OBITUARY: Leslie Hollis Lopez (1944-2025)

Supes, city council salute her long service

Sheila Lodge helped elect Supervisor Roy Lee, who honored her.

AS SHE WAS preparing to step down, way back in November 1993, after 12 years as mayor — the longest-serving mayor in Santa Barbara’s history — Sheila Lodge was serenaded by city staffers at a farewell lunch at El Paseo restaurant. To the tune of the folk classic “Hang Down Your Head, Tom Dooley,” they sang:

We’re going to miss you, Sheila.
We’re going to miss your smile.
We’re going to miss you, Sheila.
Sure ’nuff, you’ve got some style.

Their expectations were upended three days later when, presiding over her final City Council meeting, she told a packed council chamber: “I love this city, and I’m not going away.” Barely a month later, in January 1994, she was seeking reappointment to the city Planning Commission, where she’d gotten her start in public service in 1973.

“I need to ease off of my involvement rather than go cold turkey,” she told the News-Press.

Soon Lodge changed her mind about rejoining the Planning Commission and instead became president of Planned Parenthood and head of Looking Good Santa Barbara, a group formed to improve the appearance and cleanliness of the city. It was not until 2008 that she was reappointed to the Planning Commission, where she went on to serve for 16 more years.

Lodge retired again in December, and has been on something of a victory lap ever since. She was honored by the Board of Supervisors on February 25 and by the City Council on March 4. Another resolution is on the agenda for the April 3 Planning Commission meeting.

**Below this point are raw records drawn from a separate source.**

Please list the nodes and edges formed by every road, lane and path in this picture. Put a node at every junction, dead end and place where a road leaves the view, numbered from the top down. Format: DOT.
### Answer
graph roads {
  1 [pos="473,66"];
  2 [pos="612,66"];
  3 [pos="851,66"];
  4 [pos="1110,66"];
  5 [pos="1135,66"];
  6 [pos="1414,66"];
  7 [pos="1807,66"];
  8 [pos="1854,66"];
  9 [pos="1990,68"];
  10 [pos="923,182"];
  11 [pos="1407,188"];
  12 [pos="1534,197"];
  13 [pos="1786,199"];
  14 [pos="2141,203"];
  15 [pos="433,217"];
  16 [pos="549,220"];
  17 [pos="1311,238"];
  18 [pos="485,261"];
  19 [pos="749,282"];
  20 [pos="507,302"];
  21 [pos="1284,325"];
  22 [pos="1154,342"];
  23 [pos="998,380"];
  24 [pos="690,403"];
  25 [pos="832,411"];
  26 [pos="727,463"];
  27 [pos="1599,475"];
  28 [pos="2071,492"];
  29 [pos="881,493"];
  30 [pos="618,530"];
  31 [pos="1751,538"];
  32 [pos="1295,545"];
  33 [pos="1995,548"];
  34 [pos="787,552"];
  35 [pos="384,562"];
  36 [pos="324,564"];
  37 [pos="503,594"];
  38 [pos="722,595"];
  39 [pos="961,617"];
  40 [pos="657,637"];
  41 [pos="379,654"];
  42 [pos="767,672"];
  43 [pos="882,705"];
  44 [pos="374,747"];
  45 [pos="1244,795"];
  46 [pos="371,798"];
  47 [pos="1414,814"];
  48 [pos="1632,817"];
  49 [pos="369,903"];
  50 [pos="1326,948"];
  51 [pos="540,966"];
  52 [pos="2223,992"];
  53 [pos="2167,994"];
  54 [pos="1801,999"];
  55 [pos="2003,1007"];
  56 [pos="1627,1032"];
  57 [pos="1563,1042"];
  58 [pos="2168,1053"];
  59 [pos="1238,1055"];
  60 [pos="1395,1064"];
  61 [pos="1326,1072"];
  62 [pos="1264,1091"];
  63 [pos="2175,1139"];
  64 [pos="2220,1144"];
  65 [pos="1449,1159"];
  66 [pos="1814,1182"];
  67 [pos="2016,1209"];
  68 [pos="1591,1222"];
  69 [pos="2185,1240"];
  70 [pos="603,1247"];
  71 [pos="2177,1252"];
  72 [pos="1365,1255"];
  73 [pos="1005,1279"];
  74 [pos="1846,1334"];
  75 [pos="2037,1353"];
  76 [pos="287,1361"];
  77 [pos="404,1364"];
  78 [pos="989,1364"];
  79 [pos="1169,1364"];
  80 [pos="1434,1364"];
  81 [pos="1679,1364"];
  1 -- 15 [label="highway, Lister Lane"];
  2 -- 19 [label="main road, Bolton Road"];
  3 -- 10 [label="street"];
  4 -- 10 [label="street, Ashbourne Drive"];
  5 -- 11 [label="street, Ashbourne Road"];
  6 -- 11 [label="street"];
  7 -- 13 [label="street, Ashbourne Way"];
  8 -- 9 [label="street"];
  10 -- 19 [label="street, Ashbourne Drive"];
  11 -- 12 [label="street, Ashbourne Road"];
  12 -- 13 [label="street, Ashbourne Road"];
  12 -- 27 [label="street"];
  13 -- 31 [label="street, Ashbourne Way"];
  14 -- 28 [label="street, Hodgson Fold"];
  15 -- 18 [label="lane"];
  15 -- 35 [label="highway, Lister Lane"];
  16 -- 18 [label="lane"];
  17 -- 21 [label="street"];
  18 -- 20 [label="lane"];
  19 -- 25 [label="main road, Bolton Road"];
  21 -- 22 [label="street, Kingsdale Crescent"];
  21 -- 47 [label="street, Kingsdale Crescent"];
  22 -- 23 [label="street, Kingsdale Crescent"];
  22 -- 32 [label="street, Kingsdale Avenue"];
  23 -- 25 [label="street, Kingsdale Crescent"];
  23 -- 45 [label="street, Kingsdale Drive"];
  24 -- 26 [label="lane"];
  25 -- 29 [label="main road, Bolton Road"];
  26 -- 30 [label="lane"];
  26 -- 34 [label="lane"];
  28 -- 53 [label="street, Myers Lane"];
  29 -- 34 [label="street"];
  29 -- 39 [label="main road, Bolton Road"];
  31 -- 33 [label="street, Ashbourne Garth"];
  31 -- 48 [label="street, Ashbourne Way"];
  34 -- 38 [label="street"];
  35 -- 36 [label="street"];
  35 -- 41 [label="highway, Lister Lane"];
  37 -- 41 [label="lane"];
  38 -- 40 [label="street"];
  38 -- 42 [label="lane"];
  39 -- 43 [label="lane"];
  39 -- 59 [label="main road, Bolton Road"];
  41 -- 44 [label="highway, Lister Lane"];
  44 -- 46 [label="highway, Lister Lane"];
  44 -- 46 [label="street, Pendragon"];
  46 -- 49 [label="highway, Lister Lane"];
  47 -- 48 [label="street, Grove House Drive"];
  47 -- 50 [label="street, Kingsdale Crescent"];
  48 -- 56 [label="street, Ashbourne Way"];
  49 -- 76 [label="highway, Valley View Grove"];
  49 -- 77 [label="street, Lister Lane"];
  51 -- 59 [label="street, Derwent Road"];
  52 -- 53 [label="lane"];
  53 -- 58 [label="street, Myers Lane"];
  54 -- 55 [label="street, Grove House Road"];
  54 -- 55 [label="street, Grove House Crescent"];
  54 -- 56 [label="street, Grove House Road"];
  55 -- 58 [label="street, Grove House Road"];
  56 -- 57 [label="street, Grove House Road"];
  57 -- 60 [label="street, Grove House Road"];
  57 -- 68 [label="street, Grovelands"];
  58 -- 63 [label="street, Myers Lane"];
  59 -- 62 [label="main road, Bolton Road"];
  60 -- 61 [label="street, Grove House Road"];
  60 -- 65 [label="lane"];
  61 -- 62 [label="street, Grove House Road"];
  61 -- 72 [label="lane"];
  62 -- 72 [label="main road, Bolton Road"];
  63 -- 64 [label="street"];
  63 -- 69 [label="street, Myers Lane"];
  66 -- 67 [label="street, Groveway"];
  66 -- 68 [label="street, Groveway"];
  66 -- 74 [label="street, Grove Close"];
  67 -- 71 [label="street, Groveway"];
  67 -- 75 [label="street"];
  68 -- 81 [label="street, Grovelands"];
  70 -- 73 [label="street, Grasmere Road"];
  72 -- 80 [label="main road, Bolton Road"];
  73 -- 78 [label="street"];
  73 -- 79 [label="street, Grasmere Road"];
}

But this retirement may last no longer than the one three decades ago. After all, she’s only 95. And she’s said to be under consideration for a seat on the city’s Historic Landmarks Commission.

Tuesdays on State

SOME PEOPLE COMPLAIN that no one goes to State Street anymore. They might want to stop by the Tuesday afternoon farmers market, between Cota and Canon Perdido, when the street comes alive with farmers offering their bounty, plus street musicians and strolling pedestrians. It happens again on Saturday mornings.